Behind me, Asahi shifted. I turned. “One of Sagam’s sisters lives in Otter Cub City, doesn’t she?”
For a moment, masked and cloaked in shadow, Asahi looked like a statue, frozen in place. After a long beat, he nodded.
“Won’t he visit her?” I asked. “I’m not sure when His Imperial Majesty will pass this way again.”
“He’s training with the Kennelmaster,” Asahi said. “They went into the city.”
I could hear, under Asahi’s voice, a razor edge of something. Resentment or anger or jealousy.
His mask hid any evidence of what the feeling might be.
“And they won’t meet with his sister?” I asked.
Asahi gave me a look, everything hidden behind his mask, his eyes in deep shadow, but even without being able to see them, I could recognize annoyance in the tilt of his head.
“No,” I said, “I suppose they wouldn’t, unless she is secretly a member of the Kennel.”
Asahi inclined his head, and I considered his silence.
“He was the best choice,” I said quietly. “The Kennelmaster wouldn’t agree to train you, and Tallu couldn’t trust Gotuye.”
“Because of my father? Is that why?” But Asahi didn’t sound angry. So his upset wasn’t that he had been passed over.
“You’re afraid that this will trap Sagam even more?” I asked.
“The Kennelmaster’s position is one that is only abandoned in death,” Asahi said. “No emperor can risk letting loose the man who knows all of his secrets and who holds the reins to his spies. He is not some horse put out to pasture, or a dog that one can let sleep in front of the fire in its old age.”

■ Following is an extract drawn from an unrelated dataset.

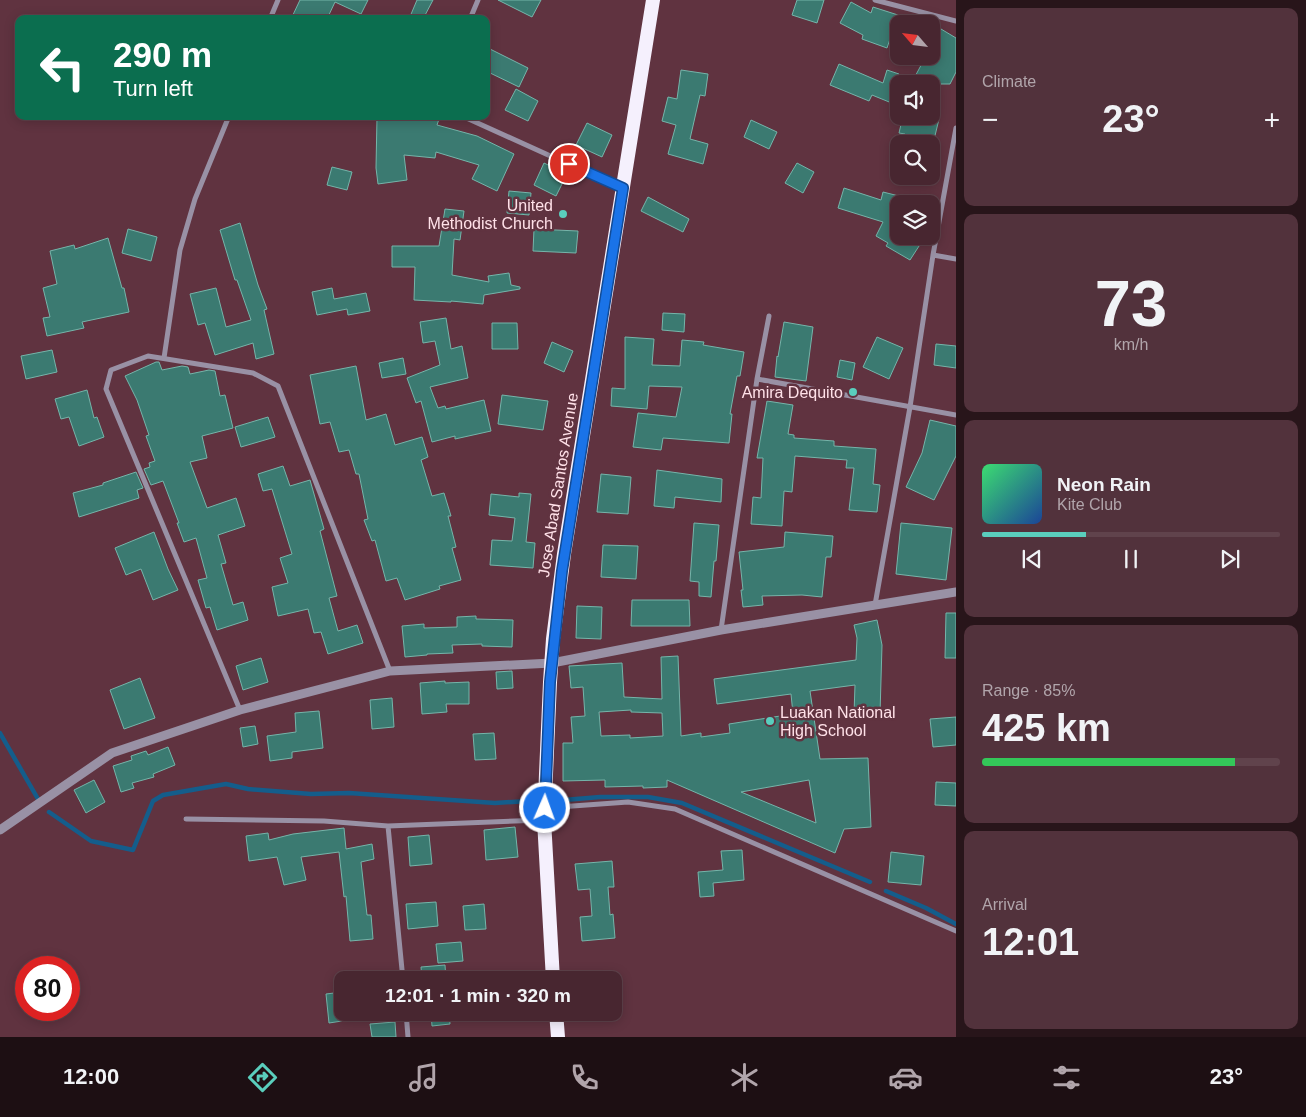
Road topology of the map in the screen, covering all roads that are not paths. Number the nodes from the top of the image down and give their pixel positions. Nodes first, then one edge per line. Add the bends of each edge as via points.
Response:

“The Kennelmaster is dying,” I said bluntly. Some night insects began to sing, cutting the silence around us with their music. “He is dying, and the emperor needs someone capable in that position. Who would you have had him choose?”
Asahi looked aside, his chest rising and falling.
“If he asks for his freedom, the emperor would grant it.”
Asahi let out a sound that might have been a snort, but it was muffled by his mask. “He will not.”
“Then accept that he is the one the emperor knew he could rely on. His Imperial Majesty has every faith in Sagam.”
I couldn’t tell from the silence what Asahi was thinking, but eventually, he dropped his head, his chin nearly touching his chest. I took it as assent.
We traveled on,but the mood among the courtiers who had tied their own power to Tallu’s had shifted. In the next province, Tallu lent his support to the courtier who had followed him, even going so far as to let the man fly Tallu’s ruby and gold colors above his massive estate when we stayed there. It drove a rift into the alliance of merchant guilds who had begun dividing power among themselves.
Tallu trusted the lord he backed little, but he trusted the guilds less. According to the blood monks and the ravens, the servantswere happy under their current lord, and the farmers were pleased that he never demanded taxes in years when they lost their crops to disease, instead dipping into his own coffers to pay whatever was owed to the emperor.
In comparison, the merchants were known for kidnapping any electro mage children whose parents weren’t willing to sell them, and lending money at too-high interest rates.
With one courtier displaced from the rule of his province and another reinforced, Tallu’s court grew wary and uncertain, and doubt flowed through it in a sickly, thick miasma. More members of court visited Empress Koque and me as various courtiers tried to find the right route to Tallu’s affections. Koque was careful never to promise any favor, and I played the fool when asked directly who Tallu planned to support.